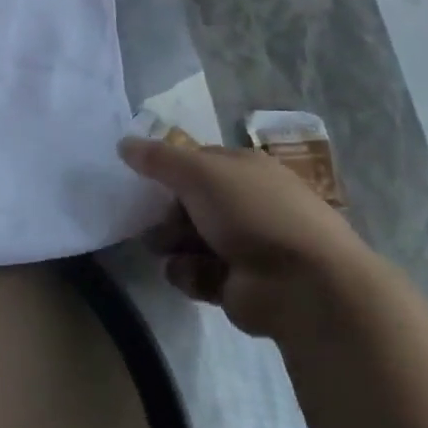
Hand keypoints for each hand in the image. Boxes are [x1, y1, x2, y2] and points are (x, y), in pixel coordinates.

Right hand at [118, 133, 372, 339]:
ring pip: (184, 239)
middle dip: (164, 213)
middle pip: (185, 203)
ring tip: (173, 251)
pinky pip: (193, 273)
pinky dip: (190, 274)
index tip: (142, 179)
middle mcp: (245, 205)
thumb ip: (159, 159)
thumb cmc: (254, 214)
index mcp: (246, 171)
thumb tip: (123, 143)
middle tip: (151, 220)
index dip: (169, 169)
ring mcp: (240, 246)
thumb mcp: (201, 174)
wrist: (303, 285)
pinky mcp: (232, 283)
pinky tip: (199, 277)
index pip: (197, 162)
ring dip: (171, 245)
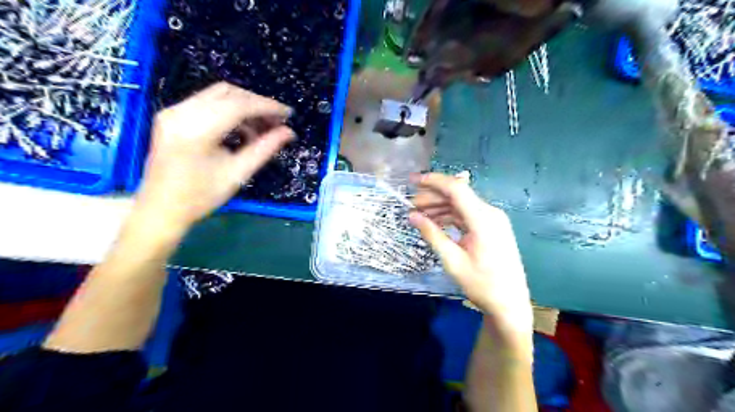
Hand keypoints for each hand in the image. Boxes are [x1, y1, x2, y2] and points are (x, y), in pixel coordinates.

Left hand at [134, 83, 295, 232]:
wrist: (161, 208)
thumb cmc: (201, 196)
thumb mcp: (238, 174)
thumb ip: (265, 149)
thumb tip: (288, 132)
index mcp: (196, 131)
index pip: (239, 105)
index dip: (267, 106)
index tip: (288, 114)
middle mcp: (181, 113)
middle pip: (228, 93)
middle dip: (257, 103)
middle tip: (277, 121)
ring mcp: (173, 112)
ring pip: (218, 94)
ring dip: (244, 106)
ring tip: (262, 127)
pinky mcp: (172, 115)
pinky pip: (207, 102)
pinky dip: (229, 110)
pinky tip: (241, 129)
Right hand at [409, 172, 534, 335]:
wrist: (510, 303)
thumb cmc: (481, 284)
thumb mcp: (452, 260)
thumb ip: (432, 234)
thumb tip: (412, 216)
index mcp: (483, 219)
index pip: (456, 189)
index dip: (433, 181)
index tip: (412, 181)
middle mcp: (490, 213)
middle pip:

------------

* REQUIRED WORK
Beginning with the first line of the records and ending with the line that contains "pinky dip: (190, 274)", reproduce every line exactly, omitting pictures and adding nothing.

* TASK RESULT
Hand keypoints for each hand in the image. Boxes are [x1, y1, x2, y2] and points are (x, y), in pixel coordinates.

Right hand at [118, 133, 372, 339]:
ring pip: (184, 239)
middle dip: (164, 213)
middle pip: (185, 203)
ring tip: (173, 251)
pinky pip: (193, 273)
pinky dip: (190, 274)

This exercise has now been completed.